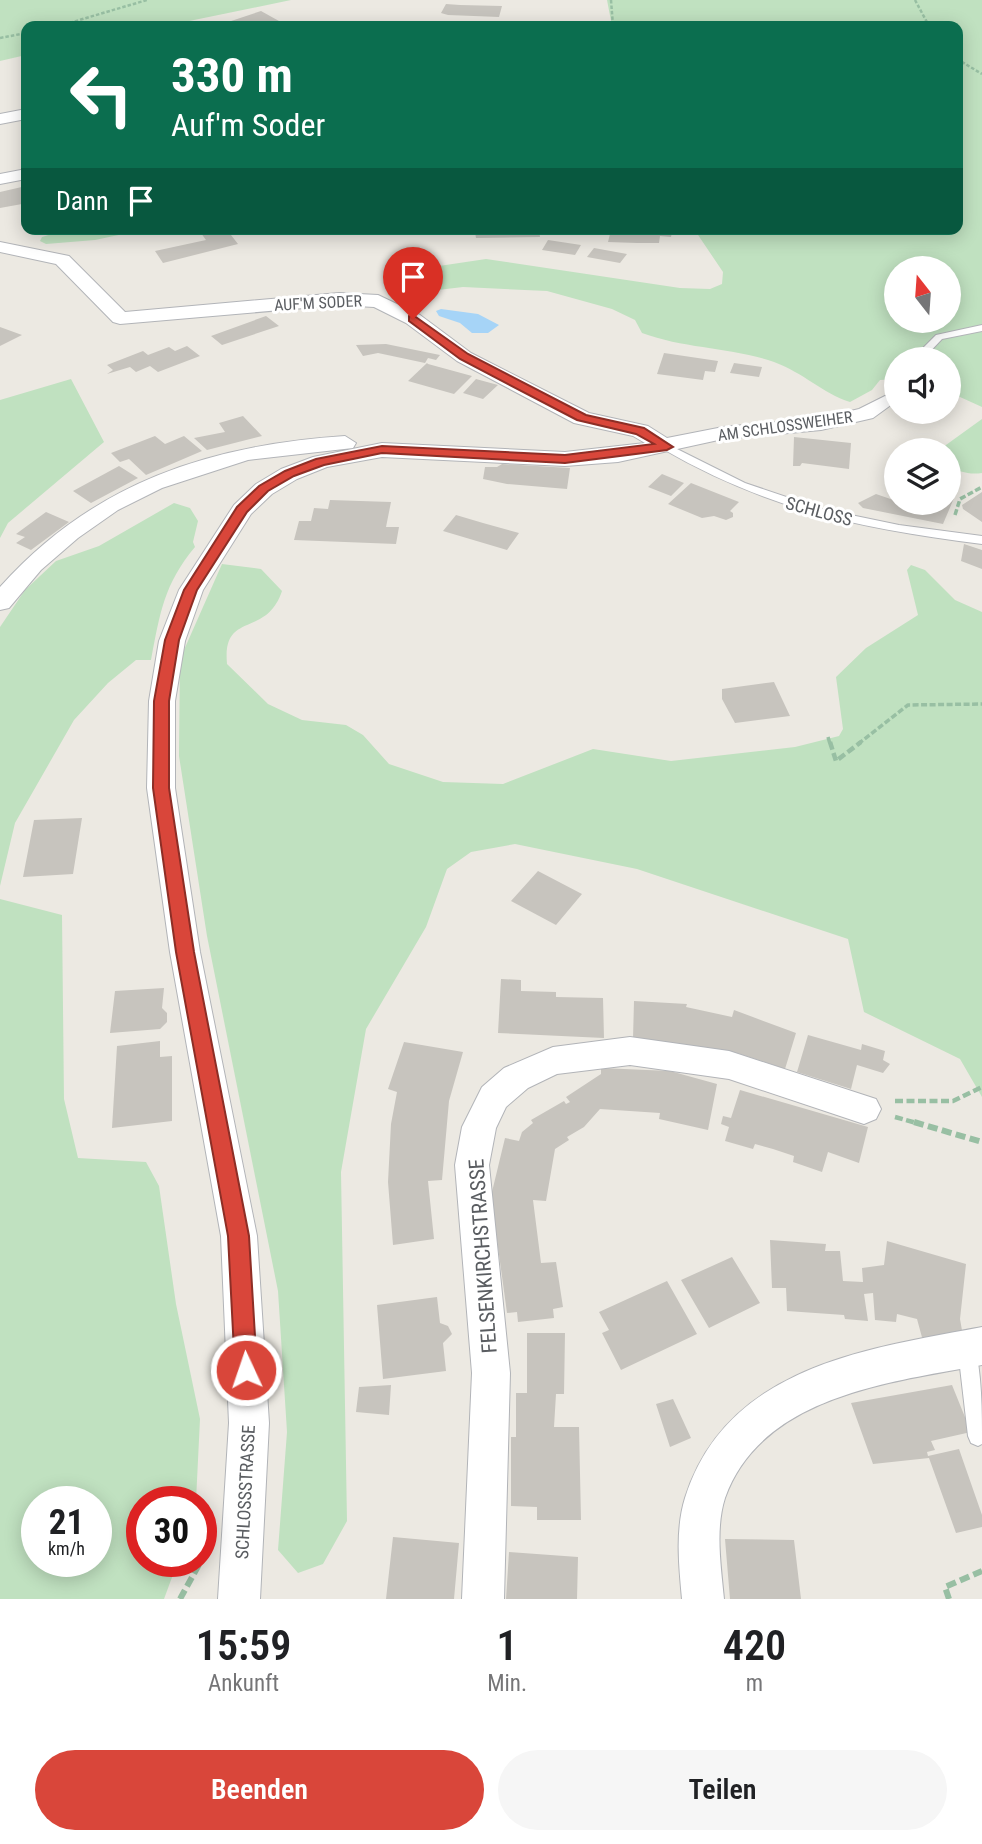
<!DOCTYPE html>
<html lang="de">
<head>
<meta charset="utf-8">
<style>
	body { margin:0; font-family:"Roboto Condensed",sans-serif; background:#f6f6f6; color:#202124; height:100vh; display:flex; flex-direction:column; font-size:26px; white-space:nowrap }
	* { box-sizing:border-box; margin:0 }
	p { font-size:23px; color:#757577 }
	.icon { flex:none; width:38px; height:38px; fill:none; stroke:currentColor; stroke-width:2; stroke-linecap:round; stroke-linejoin:round }
	.map { position:relative; height:1599px; overflow:hidden }
	.sheet { display:flex; flex-direction:column; background:#fff; flex:1 }
	.sheet>* { flex:none }
	.banner { position:absolute; left:21px; top:21px; width:942px; height:214px; border-radius:14px; box-shadow:0 4px 18px #0003; background:#0b6e4f; color:#fff; overflow:hidden }
	.needle { width:46px; rotate:343deg }
	.tools { position:absolute; left:884px; top:256px; display:grid; gap:14px }
	.tools a { display:grid; place-items:center; width:77px; height:77px; border-radius:50%; background:#fff; box-shadow:0 4px 18px #0003; font-size:35px }
	.speed { position:absolute; left:21px; top:1486px; display:flex; gap:14px; font-size:35px; font-weight:700; text-align:center }
	.speed>* { display:grid; place-content:center; width:91px; height:91px; border-radius:50%; background:#fff; box-shadow:0 4px 18px #0003; line-height:1 }
	.speed small { font-size:18px; font-weight:400 }
	.speed .limit { border:10px solid #d22; background:#fff; color:#111 }
	.pin { position:absolute; display:grid; place-items:center; width:60px; height:60px; color:#fff; margin:-72px -30px; border-radius:50% 50% 50% 0; rotate:-45deg; box-shadow:0 0 7px #0007 }
	.pin .icon { rotate:45deg }
	.me { position:absolute; width:77px; margin:-38px; rotate:357deg; stroke-linejoin:round; filter:drop-shadow(0 0 5px #0008) }
	.turn { display:flex; align-items:center; gap:24px; height:147px; padding:0 35px; font-size:32px }
	.turn .icon { width:91px; height:91px; stroke-width:2.5 }
	.turn b { display:block; font-size:49px; line-height:60px }
	.then { display:flex; align-items:center; height:66px; padding:0 35px; background:#0003; gap:14px; font-size:26px }
	.eta { display:flex; justify-content:space-evenly; align-items:center; height:119px; text-align:center }
	.eta b { font-size:42px; font-weight:600; line-height:49px }
	.action { display:flex; gap:14px; margin-top:auto; padding:14px 35px }
	.action a { flex:1; height:80px; border-radius:42px; background:#d9463a; color:#fff; font-size:28px; font-weight:600; line-height:80px; text-align:center }
	.action a+a { background:#f6f6f6; color:#202124 }
	.map>svg:first-child { display:block }
	.green { fill:#c0e1c0; fill-rule:evenodd }
	.water { fill:#a6d4f7 }
	.building { fill:#c7c4be }
	.lines { fill:none; stroke-linecap:round; stroke-linejoin:round }
	.service-casing { stroke:#b2b4b8; stroke-width:2 }
	.minor-casing { stroke:#b2b4b8; stroke-width:2 }
	.path-far3 { stroke:#98bfa3; stroke-width:2.5; stroke-dasharray:3.5 2; stroke-linecap:butt }
	.path-far2 { stroke:#98bfa3; stroke-width:3.5; stroke-dasharray:6 2.5; stroke-linecap:butt }
	.path-far1 { stroke:#98bfa3; stroke-width:4.5; stroke-dasharray:8 3.5; stroke-linecap:butt }
	.path { stroke:#98bfa3; stroke-width:6; stroke-dasharray:10 4.5; stroke-linecap:butt }
	.service { fill:#fff; fill-rule:evenodd }
	.minor { fill:#fff; fill-rule:evenodd }
	.route { fill:#d9463a; stroke:#8d2e26; stroke-width:2 }
	.labels { text-anchor:middle; dominant-baseline:central; stroke-width:6; stroke-linejoin:round; paint-order:stroke }
	.far-street-label { font-size:16px; fill:#5a5d61; stroke:#fff }
	.street-label { font-size:18px; fill:#5a5d61; stroke:#fff }
	.near-street-label { font-size:21px; fill:#5a5d61; stroke:#fff }
</style>
</head>
<body>
<div class="map">
<svg width="982" height="1599" viewBox="0 0 982 1599">
	<rect width="100%" height="100%" fill="#ece9e2"/>
	<path class="green" d="M 0,0 L 291,0 L 165,26 L 26,26 L 26,55 L 0,61 Z
		M 607,0 L 982,0 L 982,473 C 970,475 958,472 949,465 L 948,450 L 939,450 L 982,419 L 982,407 L 949,392 L 948,359 L 896,359 L 896,379 L 880,380 L 872,390 L 850,402 C 822,393 804,373 774,362 C 731,347 685,349 642,333 L 635,320 L 612,309 L 547,291 L 463,287 L 413,293 L 408,291 L 420,275 L 439,266 L 486,259 L 680,288 L 710,289 L 722,284 L 723,272 L 694,229 L 957,229 L 957,26 L 612,26 ZM 896,268 L 948,268 L 948,320 L 896,320 Z
		M 68,229 L 147,229 L 95,240 L 46,244 L 40,241 L 42,237 Z
		M 71,379 L 104,442 L 8,523 L 0,538 L 0,400 Z
		M 174,503 L 190,508 L 198,521 L 193,542 L 195,547 C 164,584 160,613 151,660 L 136,660 L 108,683 L 74,720 L 15,823 L 0,886 L 0,627 L 25,590 L 56,561 L 99,546 Z
		M 222,564 L 261,569 L 282,591 C 266,639 222,610 227,664 L 268,704 L 302,720 L 346,725 L 363,735 L 389,764 L 443,782 L 503,784 L 593,749 L 671,761 L 795,747 L 839,736 L 843,729 L 836,677 L 866,648 L 918,615 L 907,570 L 911,565 L 925,570 L 955,600 L 982,612 L 982,1097 L 960,1059 L 864,1012 L 848,939 L 637,869 L 515,844 L 471,852 L 447,869 L 426,927 L 366,1029 L 341,1172 L 347,1521 L 323,1564 L 298,1573 L 278,1550 L 287,1432 L 278,1291 L 207,936 L 179,756 L 180,659 Z
		M 0,899 L 62,915 L 64,1099 L 78,1158 L 146,1162 L 159,1186 L 176,1304 L 200,1419 L 196,1501 L 142,1502 L 142,1561 L 178,1561 L 164,1599 L 0,1599 ZM 37,1502 L 96,1502 L 96,1561 L 37,1561 Z"/>
	<path class="water" d="M 441,309 L 478,314 L 499,325 L 488,333 L 472,333 L 460,323 L 439,316 L 436,311 Z"/>
	<path class="building" d="M 446,4 L 460,5 L 502,6 L 499,17 L 448,15 L 441,13 Z
		M 261,11 L 279,21 L 260,26 L 216,26 Z
		M 26,186 L 26,207 L 22,204 L 0,208 L 0,192 Z
		M 198,229 L 253,229 L 253,230 L 231,235 L 238,244 L 163,263 L 155,251 L 206,240 Z
		M 487,229 L 539,229 L 540,237 L 476,238 L 475,232 Z
		M 592,229 L 661,229 L 672,232 L 671,237 L 660,236 L 659,243 L 637,243 L 608,242 L 610,234 L 591,232 Z
		M 548,240 L 581,245 L 575,255 L 542,250 Z
		M 594,248 L 627,254 L 620,263 L 587,257 Z
		M 266,316 L 279,326 L 222,345 L 211,336 Z
		M 0,327 L 22,335 L 0,346 Z
		M 386,344 L 440,355 L 436,360 L 428,358 L 425,363 L 378,353 L 363,356 L 356,345 Z
		M 187,346 L 200,356 L 158,372 L 150,366 L 136,372 L 130,367 L 107,374 L 113,370 L 107,365 L 143,351 L 148,355 L 169,347 L 175,351 Z
		M 664,353 L 718,361 L 715,372 L 705,371 L 703,380 L 657,374 Z
		M 427,363 L 428,364 L 472,376 L 454,394 L 408,381 Z
		M 734,363 L 762,367 L 759,377 L 730,373 Z
		M 476,379 L 498,385 L 483,399 L 463,393 Z
		M 243,416 L 262,436 L 207,450 L 194,438 L 225,432 L 219,423 Z
		M 155,436 L 165,444 L 184,436 L 202,451 L 146,475 L 129,459 L 120,462 L 111,453 Z
		M 794,437 L 851,443 L 849,469 L 802,463 L 800,466 L 793,466 Z
		M 502,464 L 570,468 L 567,489 L 507,484 L 483,479 L 485,467 L 497,467 Z
		M 119,466 L 138,478 L 91,503 L 73,491 Z
		M 662,474 L 684,483 L 671,496 L 648,487 Z
		M 691,483 L 739,502 L 730,511 L 733,513 L 733,517 L 726,520 L 714,516 L 702,518 L 668,504 Z
		M 948,489 L 957,491 L 943,524 L 863,508 L 858,503 L 876,494 L 905,504 L 948,502 Z
		M 982,492 L 982,522 L 963,509 L 962,505 Z
		M 330,500 L 391,502 L 386,527 L 399,527 L 396,544 L 294,540 L 299,521 L 311,521 L 314,508 L 328,509 Z
		M 46,512 L 69,522 L 31,550 L 16,543 L 25,537 L 16,534 Z
		M 456,515 L 483,523 L 519,533 L 507,550 L 443,531 Z
		M 964,544 L 982,550 L 982,569 L 961,561 Z
		M 774,682 L 790,716 L 735,723 L 722,699 L 722,689 Z
		M 82,818 L 73,874 L 23,877 L 34,820 Z
		M 538,871 L 582,894 L 556,925 L 511,901 Z
		M 501,979 L 521,980 L 521,991 L 556,992 L 556,997 L 603,998 L 604,1038 L 498,1033 Z
		M 164,988 L 162,1008 L 167,1013 L 167,1022 L 160,1029 L 110,1033 L 115,991 Z
		M 634,1001 L 687,1004 L 686,1007 L 732,1017 L 734,1010 L 796,1033 L 785,1069 L 737,1053 L 633,1039 Z
		M 808,1035 L 861,1050 L 862,1044 L 885,1051 L 883,1060 L 890,1064 L 883,1073 L 857,1065 L 851,1089 L 797,1072 Z
		M 160,1041 L 160,1057 L 172,1056 L 172,1121 L 112,1128 L 117,1046 Z
		M 404,1042 L 463,1052 L 449,1101 L 442,1180 L 428,1181 L 434,1239 L 393,1245 L 388,1182 L 391,1124 L 397,1092 L 388,1089 Z
		M 601,1068 L 670,1071 L 717,1084 L 708,1130 L 659,1119 L 660,1113 L 600,1109 L 584,1127 L 567,1137 L 569,1140 L 555,1149 L 546,1201 L 533,1200 L 541,1263 L 556,1262 L 563,1307 L 553,1309 L 554,1318 L 518,1322 L 517,1312 L 507,1313 L 491,1196 L 505,1138 L 519,1141 L 522,1132 L 533,1123 L 531,1120 L 564,1101 L 566,1104 L 570,1102 L 566,1097 L 601,1074 Z
		M 740,1090 L 868,1127 L 859,1163 L 828,1152 L 822,1172 L 793,1162 L 794,1156 L 773,1149 L 755,1144 L 753,1149 L 725,1141 L 729,1127 L 721,1124 L 723,1116 L 731,1118 Z
		M 770,1240 L 826,1244 L 825,1251 L 840,1251 L 843,1281 L 863,1282 L 862,1268 L 884,1265 L 887,1241 L 966,1264 L 960,1319 L 963,1336 L 923,1341 L 917,1319 L 897,1314 L 896,1322 L 875,1320 L 873,1293 L 864,1294 L 868,1321 L 845,1319 L 844,1315 L 787,1311 L 786,1288 L 772,1288 Z
		M 732,1257 L 760,1303 L 709,1328 L 681,1280 Z
		M 667,1281 L 697,1334 L 621,1370 L 602,1333 L 609,1330 L 599,1312 Z
		M 437,1297 L 440,1323 L 448,1326 L 452,1334 L 443,1343 L 446,1371 L 383,1379 L 377,1305 Z
		M 527,1333 L 565,1333 L 564,1394 L 556,1394 L 554,1427 L 579,1427 L 581,1520 L 537,1520 L 537,1507 L 511,1506 L 511,1437 L 516,1437 L 516,1393 L 527,1393 Z
		M 391,1385 L 389,1415 L 356,1412 L 359,1387 Z
		M 952,1385 L 971,1432 L 931,1441 L 935,1450 L 927,1452 L 928,1456 L 959,1449 L 982,1515 L 982,1527 L 956,1533 L 929,1458 L 873,1464 L 851,1403 Z
		M 673,1399 L 691,1438 L 670,1447 L 656,1404 Z
		M 393,1537 L 459,1543 L 454,1599 L 386,1599 Z
		M 725,1539 L 794,1540 L 801,1599 L 730,1599 Z
		M 509,1552 L 578,1557 L 577,1599 L 506,1599 Z"/>
	<g class="lines">
		<g class="service-casing">
			<path id="service" d="M 982,325 L 982,331 L 942,339 L 923,359 L 912,359 L 936,335 Z
				M 896,388 L 896,397 L 889,404 L 881,404 L 881,400 Z
				M 667,444 L 745,483 L 822,509 L 899,525 L 982,536 L 982,544 C 863,529 768,510 663,449 L 662,447 Z
				M 967,1341 L 974,1343 C 982,1373 982,1412 982,1444 L 978,1446 L 971,1443 L 968,1436 L 958,1350 L 960,1343 Z"/>
		</g>
		<g class="minor-casing">
			<path id="minor" d="M 26,109 L 26,119 L 0,124 L 0,114 Z
				M 26,169 L 26,179 L 0,184 L 0,174 Z
				M 0,242 L 69,256 L 125,312 L 339,293 L 378,295 L 420,315 L 471,353 L 589,413 L 648,426 L 667,438 L 723,427 L 821,418 L 859,409 L 885,396 L 895,402 L 873,418 L 821,430 L 723,439 L 618,462 L 565,466 L 382,457 L 327,467 L 297,479 L 272,494 L 251,514 L 203,590 L 185,641 L 175,701 L 175,788 L 200,952 L 257,1236 L 269,1423 L 260,1599 L 218,1599 L 229,1423 L 221,1236 L 170,952 L 147,788 L 149,701 L 159,641 L 179,590 L 234,505 L 256,484 L 281,469 L 313,457 L 382,443 L 565,452 L 645,443 L 633,436 L 574,423 L 457,361 L 406,323 L 374,307 L 339,305 L 120,324 L 113,322 L 56,264 L 0,252 Z
				M 345,436 L 356,443 L 353,448 L 248,460 L 162,488 L 118,510 L 78,538 L 41,570 L 9,608 L 0,610 L 0,587 C 93,483 209,445 345,436 Z
				M 630,1037 L 729,1051 L 876,1099 L 881,1109 L 876,1119 L 864,1124 L 729,1079 L 630,1065 L 557,1074 L 528,1088 L 506,1107 L 496,1128 L 489,1165 L 510,1373 L 504,1599 L 462,1599 L 472,1373 L 455,1165 L 462,1127 L 482,1087 L 504,1068 L 553,1047 Z
				M 982,1327 L 982,1365 C 891,1382 761,1396 725,1498 C 715,1529 721,1567 724,1599 L 682,1599 C 679,1567 675,1530 685,1498 C 726,1367 865,1349 982,1327 Z"/>
		</g>
		<path class="path-far3" d="M 611,0 L 613,26
			M 915,0 L 929,26
			M 59,26 L 147,0
			M 0,38 L 26,33
			M 957,59 L 982,74"/>
		<path class="path-far2" d="M 955,515 L 960,499 L 982,487
			M 828,737 L 830,744
			M 858,744 L 908,705 L 982,704"/>
		<path class="path-far1" d="M 830,742 L 836,761 L 861,742
			M 895,1101 L 953,1101 L 982,1087
			M 895,1117 L 920,1124"/>
		<path class="path" d="M 914,1122 L 982,1142
			M 180,1599 L 201,1561
			M 949,1599 L 945,1587 L 982,1571"/>
		<use href="#service" class="service"/>
		<use href="#minor" class="minor"/>
	</g>
	<path class="route" d="M 413,315 L 468,354 L 586,415 L 644,428 L 673,447 L 667,450 L 565,463 L 382,453 L 324,465 L 294,476 L 268,491 L 247,512 L 197,590 L 179,640 L 169,701 L 169,788 L 194,952 L 249,1236 L 257,1370 L 253,1377 L 246,1380 L 238,1377 L 235,1370 L 228,1236 L 176,952 L 153,788 L 154,701 L 165,640 L 184,590 L 237,507 L 259,486 L 285,471 L 316,459 L 382,446 L 565,455 L 654,444 L 636,434 L 577,420 L 460,359 L 409,321 L 409,316 Z"/>
	<g class="labels">
		<g class="far-street-label">
			<text transform="translate(318 303) rotate(-3)">AUF'M SODER</text>
			<text transform="translate(785 426) rotate(-8)">AM SCHLOSSWEIHER</text>
		</g>
		<g class="street-label">
			<text transform="translate(819 511) rotate(15)">SCHLOSS</text>
			<text transform="translate(245 1492) rotate(-87)">SCHLOSSSTRASSE</text>
		</g>
		<g class="near-street-label">
			<text transform="translate(483 1256) rotate(-94)">FELSENKIRCHSTRASSE</text>
		</g>
	</g>
</svg>
<div class="tools">
<a><svg class="needle" viewBox="-14 -14 28 28"><path d="M0-13l5 13h-10z" fill="#e53935"/><path d="M0 13l5-13h-10z" fill="#757577"/></svg></a>
<a><svg class="icon" aria-label="sound" viewBox="0 0 24 24"><path d="M4 9h4l5-4v14l-5-4H4zM17 9q2 3 0 6"/></svg></a>
<a><svg class="icon" aria-label="layers" viewBox="0 0 24 24"><path d="M12 4l9 5-9 5-9-5zM3 14l9 5 9-5"/></svg></a>
</div>
<div class="speed"><div>21<small>km/h</small></div><div class="limit">30</div></div>
<div class="pin" style="left:413px;top:319px;background:#d93025"><svg class="icon" aria-label="arrive" viewBox="0 0 24 24"><path d="M6 21V4h12l-3 4 3 4H6"/></svg></div>
<svg class="me" style="left:246px;top:1370px" viewBox="-20 -20 40 40"><circle r="17" fill="#d9463a" stroke="#fff" stroke-width="3"/><path d="M0-11L8 9 0 5-8 9z" fill="#fff"/></svg>
<div class="banner">
<div class="turn"><svg class="icon" aria-label="left" viewBox="0 0 24 24"><path d="M17 20v-9H6M10 6l-5 5 5 5"/></svg><div><b>330 m</b>Auf'm Soder</div></div>
<div class="then">Dann<svg class="icon" aria-label="arrive" viewBox="0 0 24 24"><path d="M6 21V4h12l-3 4 3 4H6"/></svg></div>
</div>
</div>
<section class="sheet">
<div class="eta">
<div><b>15:59</b><p>Ankunft</p></div>
<div><b>1</b><p>Min.</p></div>
<div><b>420</b><p>m</p></div>
</div>
<div class="action"><a>Beenden</a><a>Teilen</a></div>
</section>
</body>
</html>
-- -- --
● WHAT IS EXPECTED:
Extract the lines exactly, please: the first line of the listing, the line with "display:grid; place-items:center; width:77px;", and every line between them, but no pictures.

● SOLUTION FOR THIS TASK:
<!DOCTYPE html>
<html lang="de">
<head>
<meta charset="utf-8">
<style>
	body { margin:0; font-family:"Roboto Condensed",sans-serif; background:#f6f6f6; color:#202124; height:100vh; display:flex; flex-direction:column; font-size:26px; white-space:nowrap }
	* { box-sizing:border-box; margin:0 }
	p { font-size:23px; color:#757577 }
	.icon { flex:none; width:38px; height:38px; fill:none; stroke:currentColor; stroke-width:2; stroke-linecap:round; stroke-linejoin:round }
	.map { position:relative; height:1599px; overflow:hidden }
	.sheet { display:flex; flex-direction:column; background:#fff; flex:1 }
	.sheet>* { flex:none }
	.banner { position:absolute; left:21px; top:21px; width:942px; height:214px; border-radius:14px; box-shadow:0 4px 18px #0003; background:#0b6e4f; color:#fff; overflow:hidden }
	.needle { width:46px; rotate:343deg }
	.tools { position:absolute; left:884px; top:256px; display:grid; gap:14px }
	.tools a { display:grid; place-items:center; width:77px; height:77px; border-radius:50%; background:#fff; box-shadow:0 4px 18px #0003; font-size:35px }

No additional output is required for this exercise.